SNAP output for PDB entry 7ttw [SNAP web server]

PDB-id

7ttw; SNAP-derived features in text and JSON formats; DNAproDB

Class

ribosome

Method

cryo-EM (2.9 Å)

Summary

50s ribosomal subunit from staphylococcus aureus containing double mutation in ul3 imparting linezolid resistance

Reference

Perlaza-Jimenez L, Tan KS, Piper SJ, Johnson RM, Bamert RS, Stubenrauch CJ, Wright A, Lupton D, Lithgow T, Belousoff MJ (2022): "A Structurally Characterized Staphylococcus aureus Evolutionary Escape Route from Treatment with the Antibiotic Linezolid." Microbiol Spectr, 10, e0058322. doi: 10.1128/spectrum.00583-22.

Abstract

Methicillin-resistant Staphylococcus aureus (MRSA) is a bacterial pathogen that presents great health concerns.
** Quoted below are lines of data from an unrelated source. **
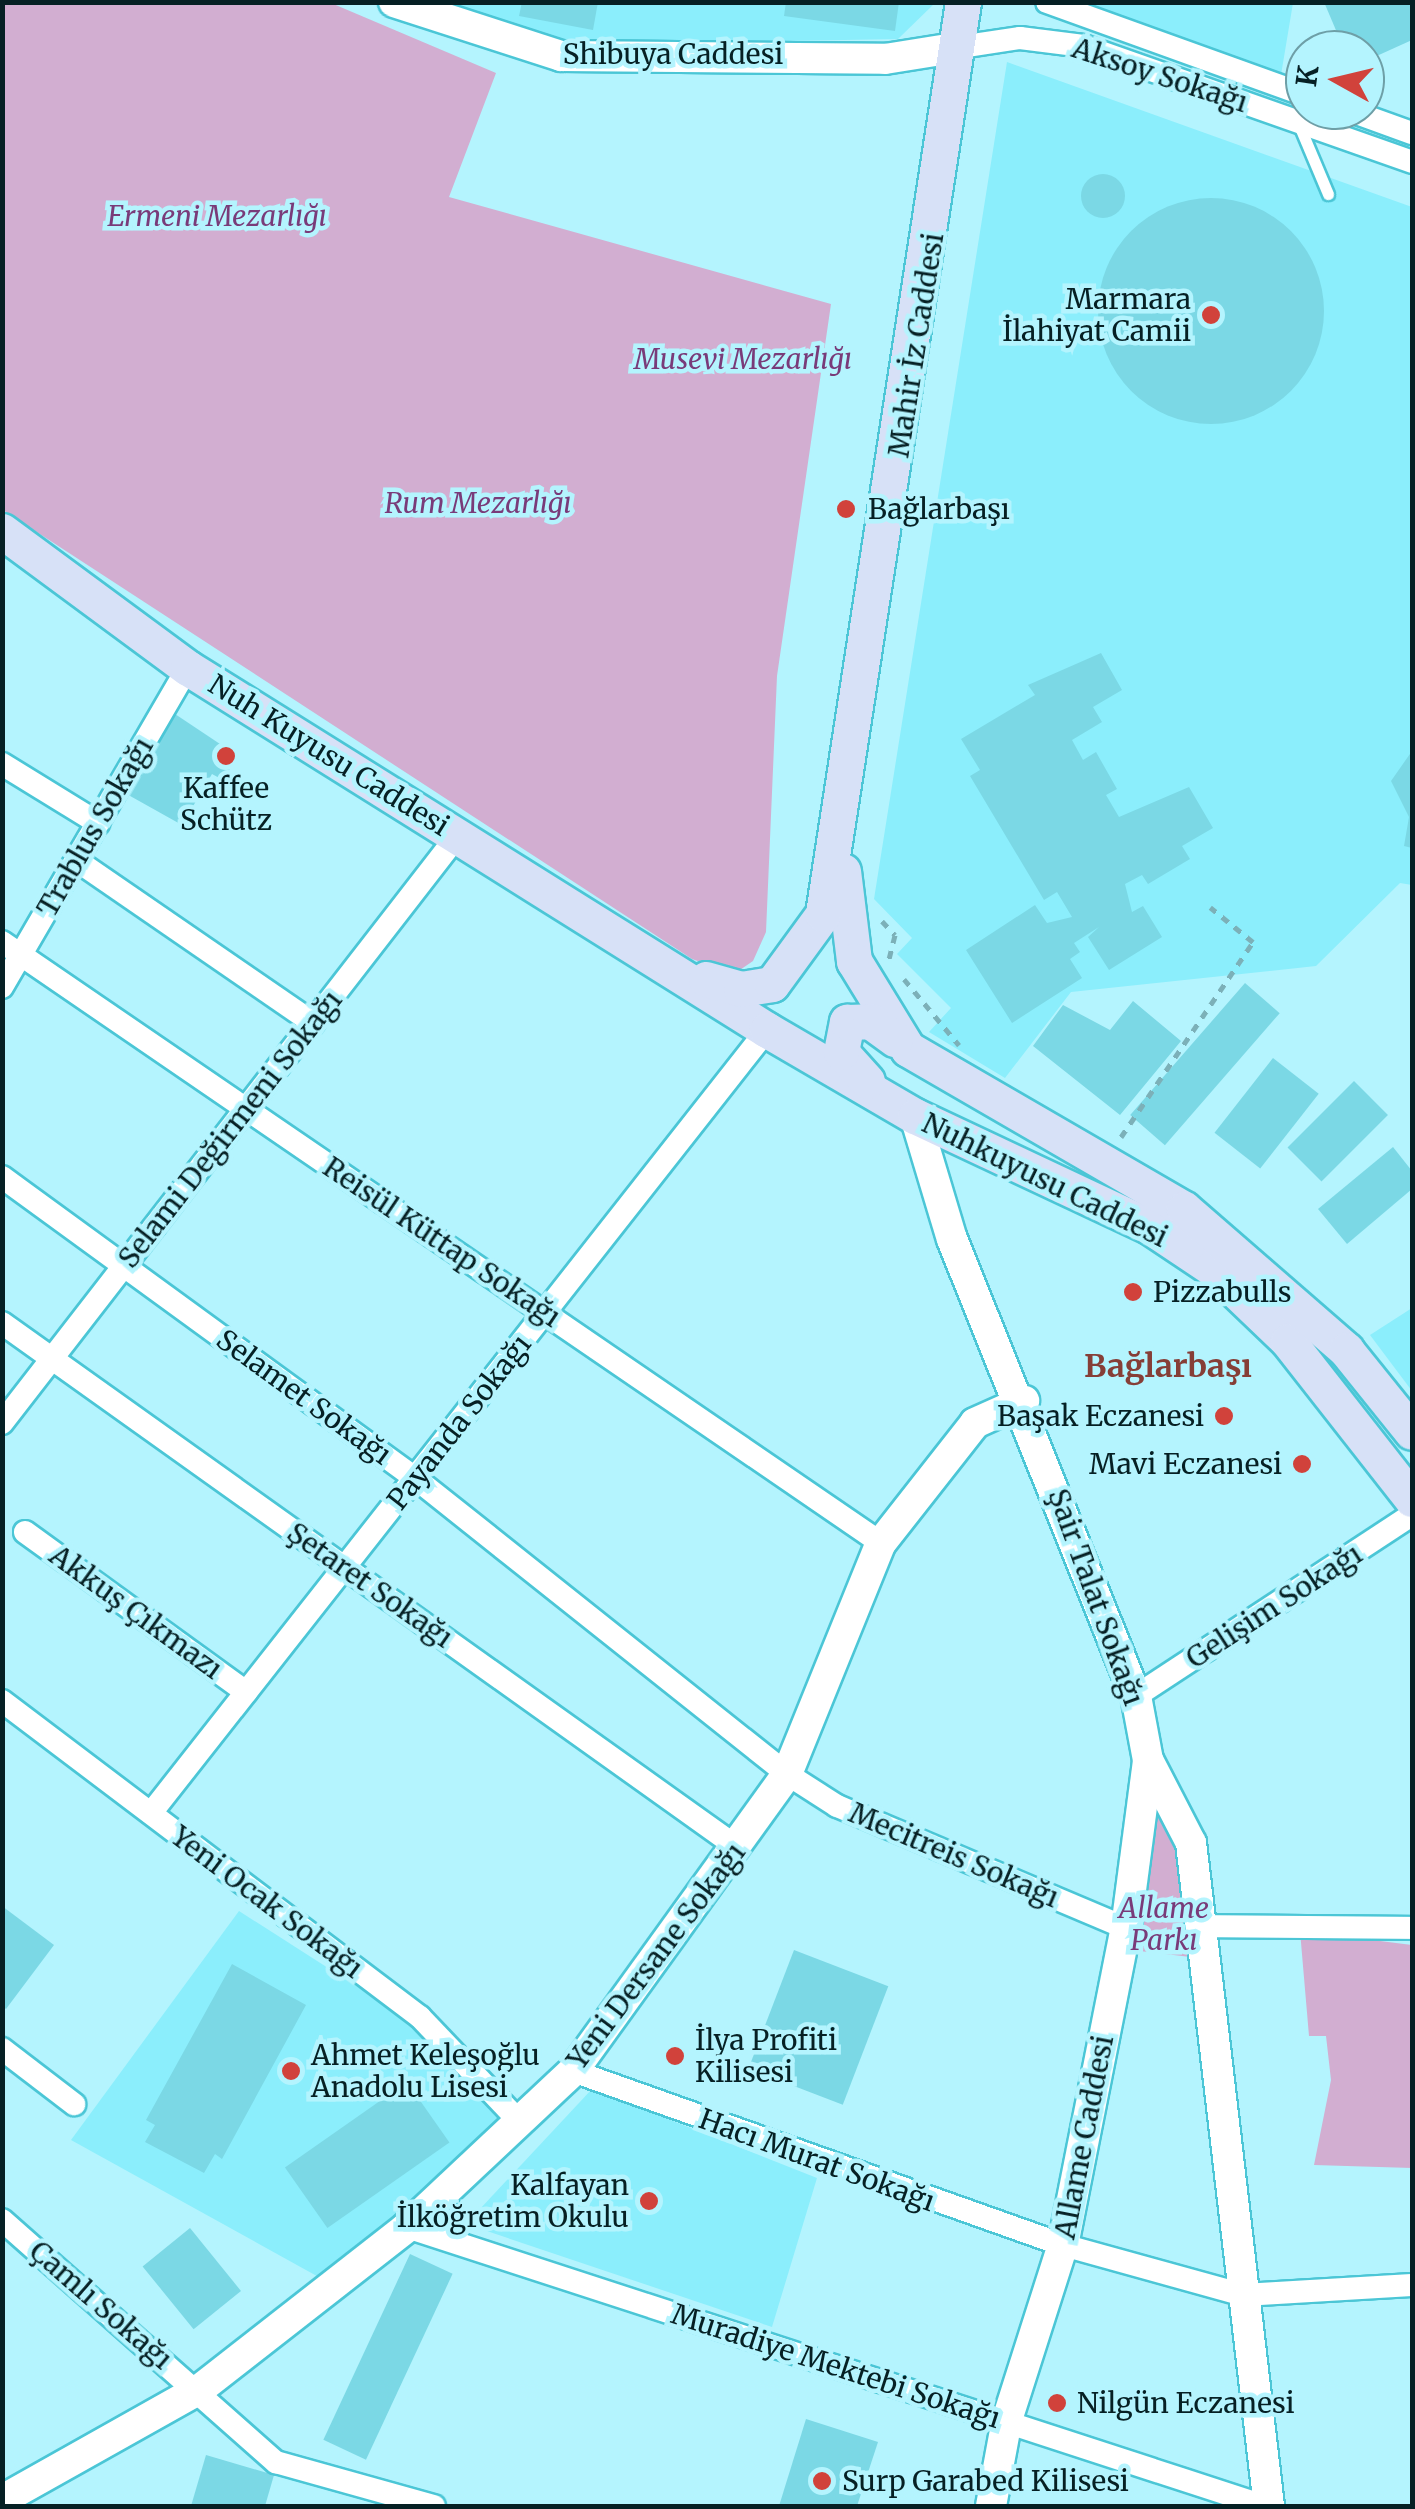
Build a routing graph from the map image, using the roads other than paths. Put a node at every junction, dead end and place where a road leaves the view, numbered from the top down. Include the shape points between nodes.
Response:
1 (394, 2) edge
2 (963, 2) edge
3 (1047, 2) edge
4 (960, 47) junction
5 (1285, 88) edge
6 (1285, 117) edge
7 (1385, 123) edge
8 (1301, 130) edge
9 (1322, 130) edge
10 (1412, 132) edge
11 (1412, 162) edge
12 (1328, 194) dead end
13 (5, 532) edge
14 (188, 668) junction
15 (2, 764) edge
16 (844, 805) junction
17 (98, 823) junction
18 (458, 835) junction
19 (76, 860) junction
20 (12, 948) edge
21 (668, 962) junction
22 (2, 986) edge
23 (313, 1023) junction
24 (767, 1030) junction
25 (908, 1049) junction
26 (879, 1092) junction
27 (246, 1108) junction
28 (915, 1116) junction
29 (2, 1177) edge
30 (124, 1266) junction
31 (545, 1312) junction
32 (2, 1323) edge
33 (53, 1359) junction
34 (1024, 1401) junction
35 (2, 1424) edge
36 (1412, 1432) edge
37 (415, 1478) junction
38 (1412, 1499) edge
39 (1412, 1515) edge
40 (25, 1532) dead end
41 (881, 1542) junction
42 (344, 1567) junction
43 (246, 1692) junction
44 (1136, 1696) junction
45 (2, 1701) edge
46 (1148, 1760) junction
47 (787, 1774) junction
48 (151, 1813) junction
49 (737, 1847) junction
50 (1201, 1926) junction
51 (1126, 1928) junction
52 (1412, 1928) edge
53 (2, 2049) edge
54 (573, 2071) junction
55 (74, 2104) dead end
56 (517, 2118) junction
57 (2, 2220) edge
58 (407, 2228) junction
59 (1063, 2245) junction
60 (1412, 2285) edge
61 (1243, 2295) junction
62 (200, 2389) junction
63 (1007, 2420) junction
64 (2, 2500) edge
65 (430, 2506) edge
66 (991, 2506) edge
67 (1266, 2506) edge

1 - 4 street, Shibuya Caddesi via 561,56 885,59
2 - 4 main road, Mahir İz Caddesi
3 - 5 street, Aksoy Sokağı
4 - 6 street, Aksoy Sokağı via 1020,38 1083,46
4 - 16 main road, Mahir İz Caddesi
7 - 10 street
8 - 12 lane
9 - 11 street, Aksoy Sokağı
13 - 14 main road, Nuh Kuyusu Caddesi
14 - 17 street, Trablus Sokağı
14 - 18 main road, Nuh Kuyusu Caddesi
15 - 17 street
16 - 21 main road via 822,914 783,977 741,989
16 - 25 main road, Nuhkuyusu Caddesi via 854,960
17 - 19 street, Trablus Sokağı
18 - 21 main road, Nuh Kuyusu Caddesi
18 - 23 street, Selami Değirmeni Sokağı
19 - 20 street, Trablus Sokağı
19 - 23 street
20 - 22 street, Trablus Sokağı
20 - 27 street, Reisül Küttap Sokağı
21 - 24 main road, Nuhkuyusu Caddesi
23 - 27 street, Selami Değirmeni Sokağı
24 - 26 main road, Nuhkuyusu Caddesi
24 - 31 street, Payanda Sokağı
25 - 26 main road via 870,1020 846,1022 841,1052
25 - 36 main road, Nuhkuyusu Caddesi via 1184,1209 1265,1273
26 - 28 main road, Nuhkuyusu Caddesi
27 - 30 street, Selami Değirmeni Sokağı
27 - 31 street, Reisül Küttap Sokağı
28 - 34 street, Şair Talat Sokağı via 952,1238
28 - 38 main road, Nuhkuyusu Caddesi via 1149,1226 1212,1268 1288,1341
29 - 30 street, Selamet Sokağı
30 - 33 street, Selami Değirmeni Sokağı
30 - 37 street, Selamet Sokağı
31 - 37 street, Payanda Sokağı
31 - 41 street, Reisül Küttap Sokağı
32 - 33 street, Şetaret Sokağı
33 - 35 street, Selami Değirmeni Sokağı
33 - 42 street, Şetaret Sokağı
34 - 41 street, Yeni Dersane Sokağı via 975,1424
34 - 44 street, Şair Talat Sokağı
37 - 42 street, Payanda Sokağı
37 - 47 street, Selamet Sokağı
39 - 44 street, Gelişim Sokağı
40 - 43 street, Akkuş Çıkmazı
41 - 47 street, Yeni Dersane Sokağı
42 - 43 street, Payanda Sokağı
42 - 49 street, Şetaret Sokağı
43 - 48 street, Payanda Sokağı
44 - 46 street, Şair Talat Sokağı
45 - 48 street, Yeni Ocak Sokağı
46 - 50 street, Şair Talat Sokağı via 1192,1842
46 - 51 street, Allame Caddesi
47 - 49 street, Yeni Dersane Sokağı
47 - 51 street, Mecitreis Sokağı via 837,1806
48 - 56 street, Yeni Ocak Sokağı via 420,2018
49 - 54 street, Yeni Dersane Sokağı
50 - 52 street
50 - 61 street, Şair Talat Sokağı
51 - 59 street, Allame Caddesi
53 - 55 street
54 - 56 street, Yeni Dersane Sokağı
54 - 59 street, Hacı Murat Sokağı
56 - 58 street, Yeni Dersane Sokağı
57 - 62 street, Çamlı Sokağı
58 - 62 street, Yeni Dersane Sokağı
58 - 63 street, Muradiye Mektebi Sokağı
59 - 61 street, Hacı Murat Sokağı
59 - 63 street, Allame Caddesi
60 - 61 street, Hacı Murat Sokağı
61 - 67 street, Şair Talat Sokağı
62 - 64 street, Yeni Dersane Sokağı
62 - 65 street, Çamlı Sokağı via 276,2462
63 - 66 street, Allame Caddesi
63 - 67 street, Muradiye Mektebi Sokağı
Treatment requires the use of last-line antibiotics, such as members of the oxazolidinone family, of which linezolid is the first member to see regular use in the clinic. Here, we report a short time scale selection experiment in which strains of MRSA were subjected to linezolid treatment. Clonal isolates which had evolved a linezolid-resistant phenotype were characterized by whole-genome sequencing. Linezolid-resistant mutants were identified which had accumulated mutations in the ribosomal protein uL3. Multiple clones which had two mutations in uL3 exhibited resistance to linezolid, 2-fold higher than the clinical breakpoint. Ribosomes from this strain were isolated and subjected to single-particle cryo-electron microscopic analysis and compared to the ribosomes from the parent strain. We found that the mutations in uL3 lead to a rearrangement of a loop that makes contact with Helix 90, propagating a structural change over 15 Å away. This distal change swings nucleotide U2504 into the binding site of the antibiotic, causing linezolid resistance.